Trifle is a British dessert that was used extensively in the Old South. It was varied with the fruit available and the basic recipes used by the cook. You can go as crazy as you want to with it, but basically it is simply layers of fruit, cake soaked in booze, custard, and whipped cream. You can use any kind of sponge cake or pound cake, but the old fashioned POUND cake is probably best. Serving it in a large footed bowl makes it look elegant!!

I first had Trifle at my Cousins Bill and Charlotte’s home. Cousin Charlotte, Bill’s wife, is a wonderful cook! She did NOT make the fast version of this treat!
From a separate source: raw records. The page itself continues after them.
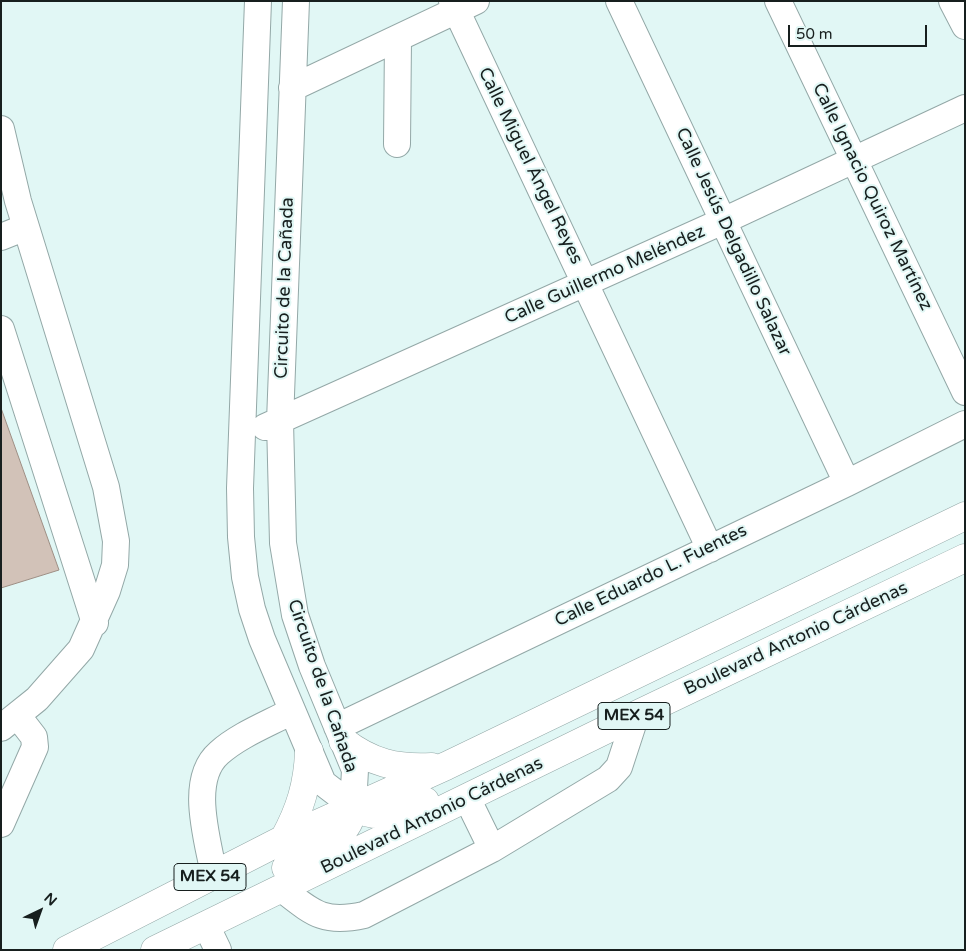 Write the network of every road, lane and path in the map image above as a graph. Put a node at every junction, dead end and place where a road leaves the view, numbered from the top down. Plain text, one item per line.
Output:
1 (258, 1) edge
2 (296, 1) edge
3 (619, 1) edge
4 (778, 1) edge
5 (952, 1) edge
6 (461, 4) edge
7 (965, 26) edge
8 (398, 39) junction
9 (292, 88) junction
10 (965, 108) edge
11 (1, 129) edge
12 (397, 144) dead end
13 (855, 160) junction
14 (723, 221) junction
15 (10, 232) edge
16 (587, 283) junction
17 (1, 329) edge
18 (965, 392) edge
19 (280, 421) junction
20 (965, 424) edge
21 (242, 437) junction
22 (847, 483) junction
23 (965, 516) edge
24 (710, 549) junction
25 (965, 558) edge
26 (95, 622) junction
27 (292, 711) junction
28 (636, 715) junction
29 (9, 721) edge
30 (340, 734) junction
31 (309, 751) junction
32 (446, 766) junction
33 (476, 794) junction
34 (354, 806) junction
35 (1, 824) edge
36 (284, 839) junction
37 (492, 849) junction
38 (214, 875) junction
39 (293, 883) junction
40 (215, 920) junction
41 (67, 950) edge
42 (155, 950) edge
43 (218, 950) edge

1 - 21 street, Circuito de la Cañada
2 - 9 street, Circuito de la Cañada
3 - 14 street, Calle Jesús Delgadillo Salazar
4 - 13 street, Calle Ignacio Quiroz Martínez
5 - 7 street
6 - 8 street
6 - 16 street, Calle Miguel Ángel Reyes
8 - 9 street
8 - 12 street
9 - 19 street, Circuito de la Cañada
10 - 13 street, Calle Guillermo Meléndez
11 - 15 street
13 - 14 street, Calle Guillermo Meléndez
13 - 18 street, Calle Ignacio Quiroz Martínez
14 - 16 street, Calle Guillermo Meléndez
14 - 22 street, Calle Jesús Delgadillo Salazar
15 - 26 street
16 - 19 street, Calle Guillermo Meléndez
16 - 24 street, Calle Miguel Ángel Reyes
17 - 26 street
19 - 21 street, Calle Guillermo Meléndez
19 - 30 street, Circuito de la Cañada
20 - 22 street, Calle Eduardo L. Fuentes
21 - 27 street, Circuito de la Cañada
22 - 24 street, Calle Eduardo L. Fuentes
23 - 32 main road, Boulevard Antonio Cárdenas / MEX 54
24 - 30 street, Calle Eduardo L. Fuentes
25 - 28 main road, Boulevard Antonio Cárdenas / MEX 54
26 - 29 street
27 - 31 street, Circuito de la Cañada
27 - 38 street
28 - 33 main road, Boulevard Antonio Cárdenas / MEX 54
28 - 37 street
29 - 35 street
30 - 32 main road
30 - 34 street, Circuito de la Cañada
31 - 34 street, Circuito de la Cañada
31 - 36 main road
32 - 34 main road, Boulevard Antonio Cárdenas / MEX 54
33 - 34 main road
33 - 37 street
33 - 39 main road, Boulevard Antonio Cárdenas / MEX 54
34 - 36 main road, MEX 54
34 - 40 main road
36 - 38 main road, MEX 54
37 - 39 street
38 - 41 main road, MEX 54
39 - 40 main road, MEX 54
40 - 42 main road, MEX 54
40 - 43 street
Sponge cake (or pound cake)
1 1/2 to 2 cup fresh fruit**
3 1/2 – 4 cups custard
3/8 cup 10-X sugar, sifted
1 1/2 to 2 cup heavy cream, whipped
3/4 to 1 cup bourbon, brandy, rum or sherry
fruit and mint for garnish**

Slice pound cake about 1/4 to 1/2 inch thick and slice off crust. Line bottom of a pretty bowl (there is even such a thing as a “trifle bowl!!”) with the sliced, trimmed pound cake. Sprinkle with 1/3 of the liquor.

Arrange fresh fruit around lower edge of bowl, between cake and side of bowl. Spoon 3/4 of the custard over the cake. Arrange about 1/2 remaining cake slices on top of custard. Spoon preserves over cake. Layer rest of cake slices over preserves. Pour rest of liquor over cake. Cover with remaining custard. Cover and chill.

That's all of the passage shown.